Her name is Lori Portka and she brings magic to life through her playful, beautiful, filled with color and life paintings. And here's the thing, she is just the most lovely person. You can tell by looking at her photo (bottom of page) that she is pure goodness. Though we have yet to meet in person (that just has to happen someday), Lori & i have had some beautiful exchanges (through email & via our blogs).
What a pleasure it is to have found you & your artwork, Lori. And such an honor to have you here today. You truly make this world a happier, more beautiful place.
By Lori Portka
I was in my early 30's and I just lost my husband and my job.
And I was moving.
And, I was literally out of money.
I remember thinking that every day I needed to get up, get myself outside and walk the dog, take a shower, put on a little make-up and wear only clothes that I loved. My husband left me, making it nearly impossible to believe that I was anything other than entirely un-lovable. But I knew, deep down somewhere, that wasn’t true.

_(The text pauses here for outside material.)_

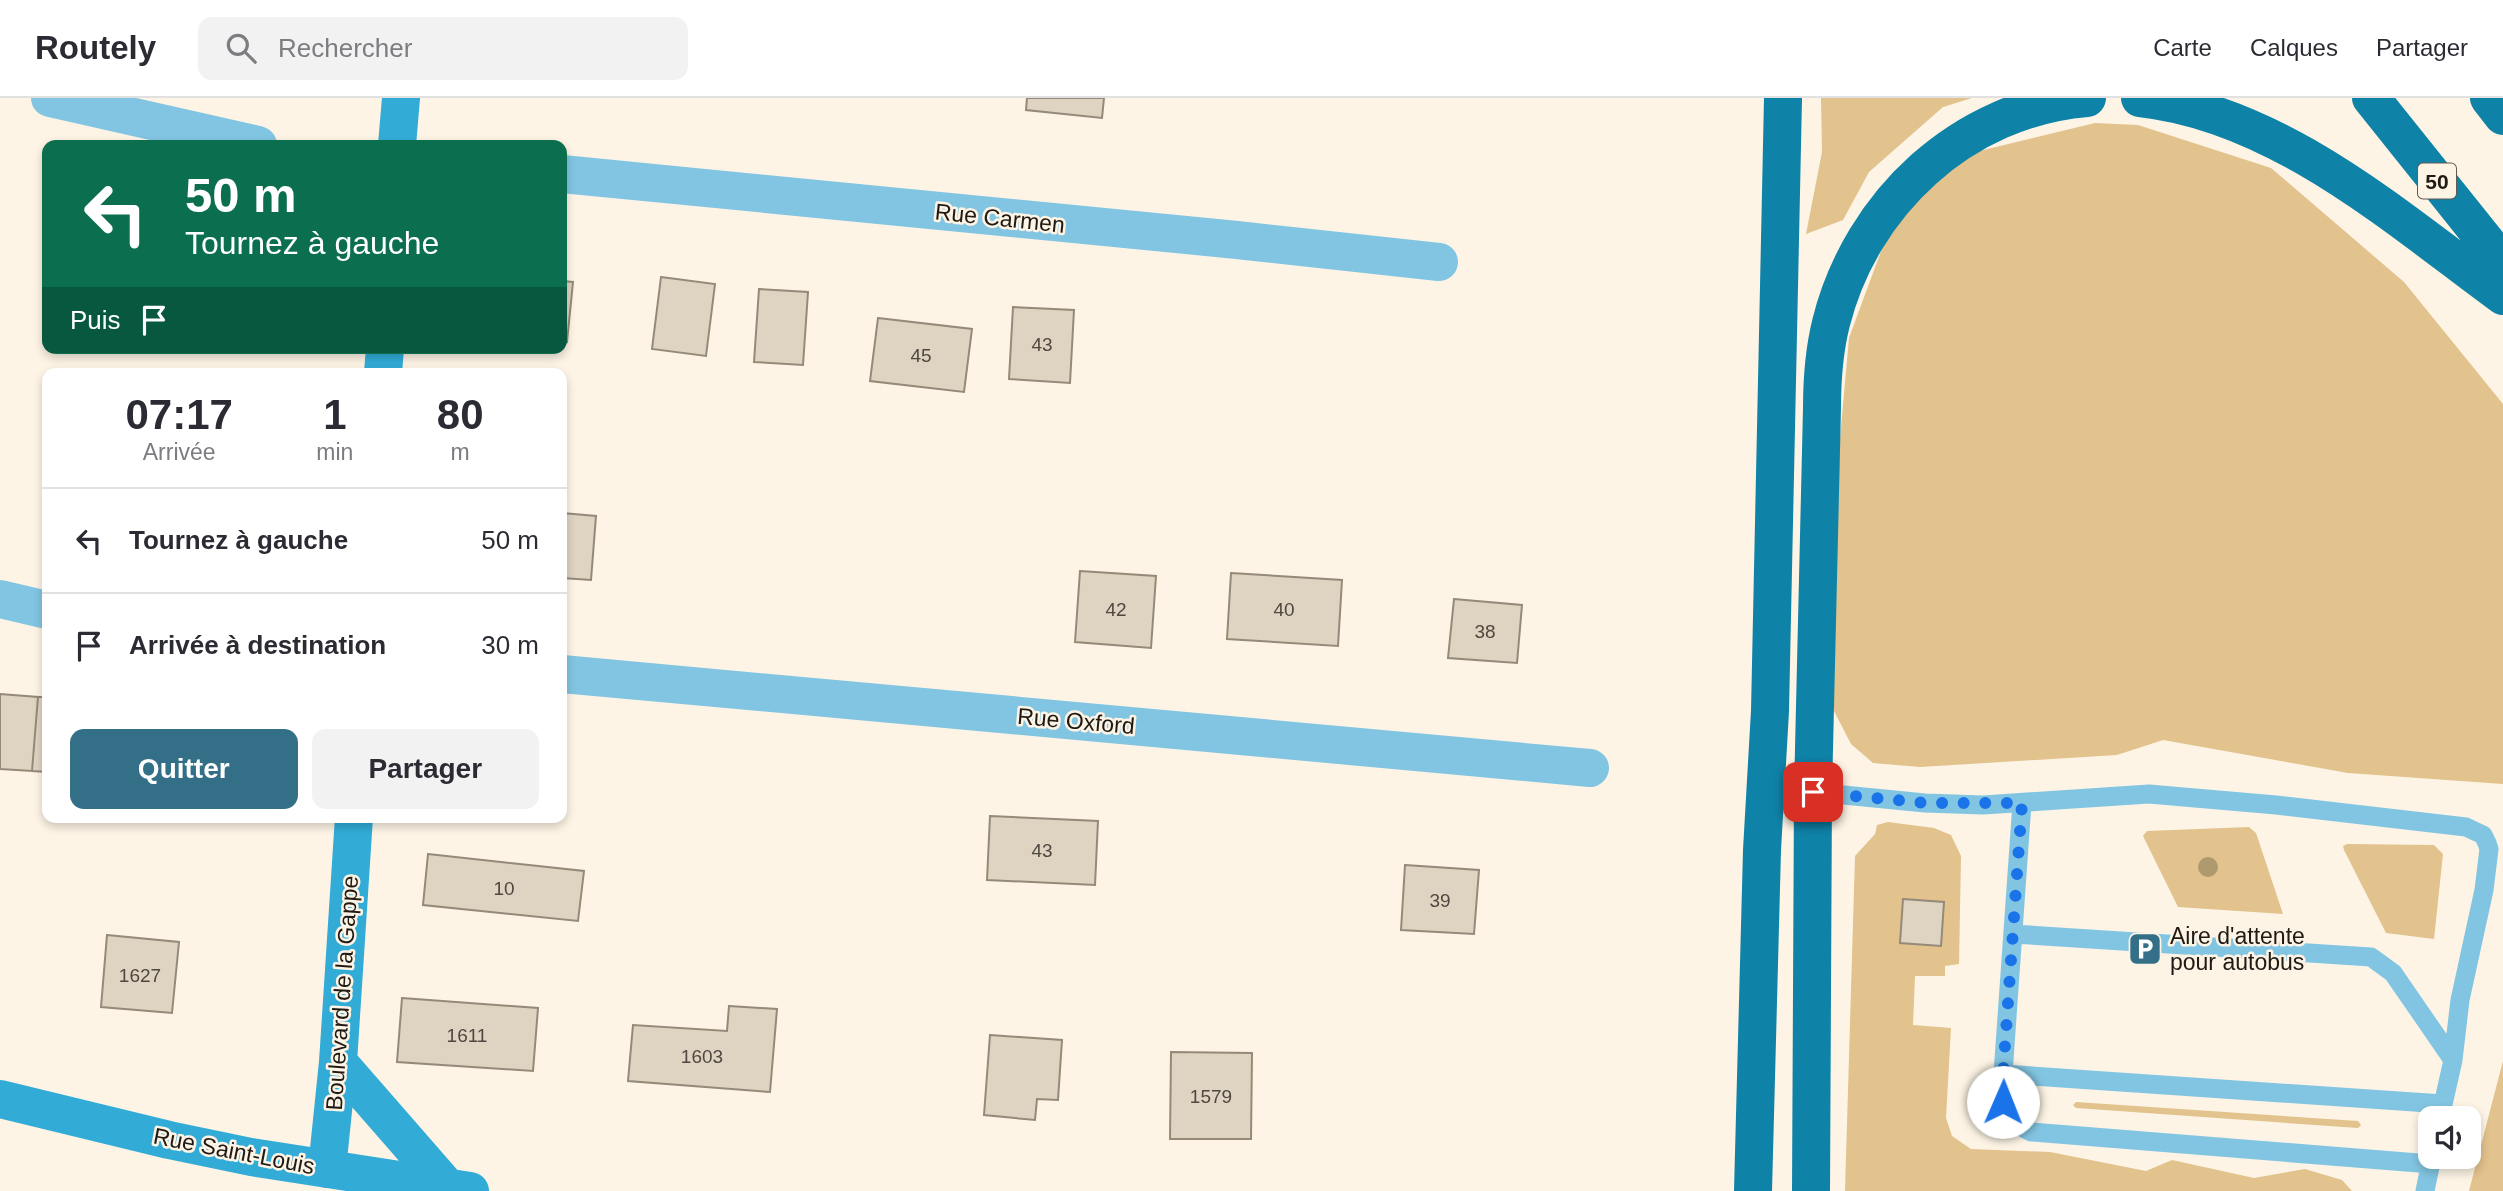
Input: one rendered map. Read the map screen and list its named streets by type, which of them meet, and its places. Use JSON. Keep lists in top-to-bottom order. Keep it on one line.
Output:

Every Thursday I went to a local Al-Anon meeting. I showed up scared, confused, and unable to contribute anything other than tears. I sat in the circle and cried, and people sat with me and held the space while I cried, without offering advice. And they told me they were glad I was there. And they told me to keep coming back. And I felt loved and cared for and heart-broken and lost, all at the same time.
We had beautiful gardens around our house. When my husband moved out, and I knew I was moving too, I let the gardens go and never brought cut flowers into the house. One day I had revelation that I could have the flowers, just for me. I cried at the thought of being so nice to myself. When I pulled into the driveway later that day I was unbelievably shocked - stunned. There were thousands of gorgeous little wild poppies growing all over the backyard, with their thin, delicate stems and bright orange petals. Never before were there poppies in my yard. They were fragile and sweet and wild and beautiful. I call it, My Poppy Miracle. That night I brought mason jars filled with poppies to the Al-Anon group. And I cried.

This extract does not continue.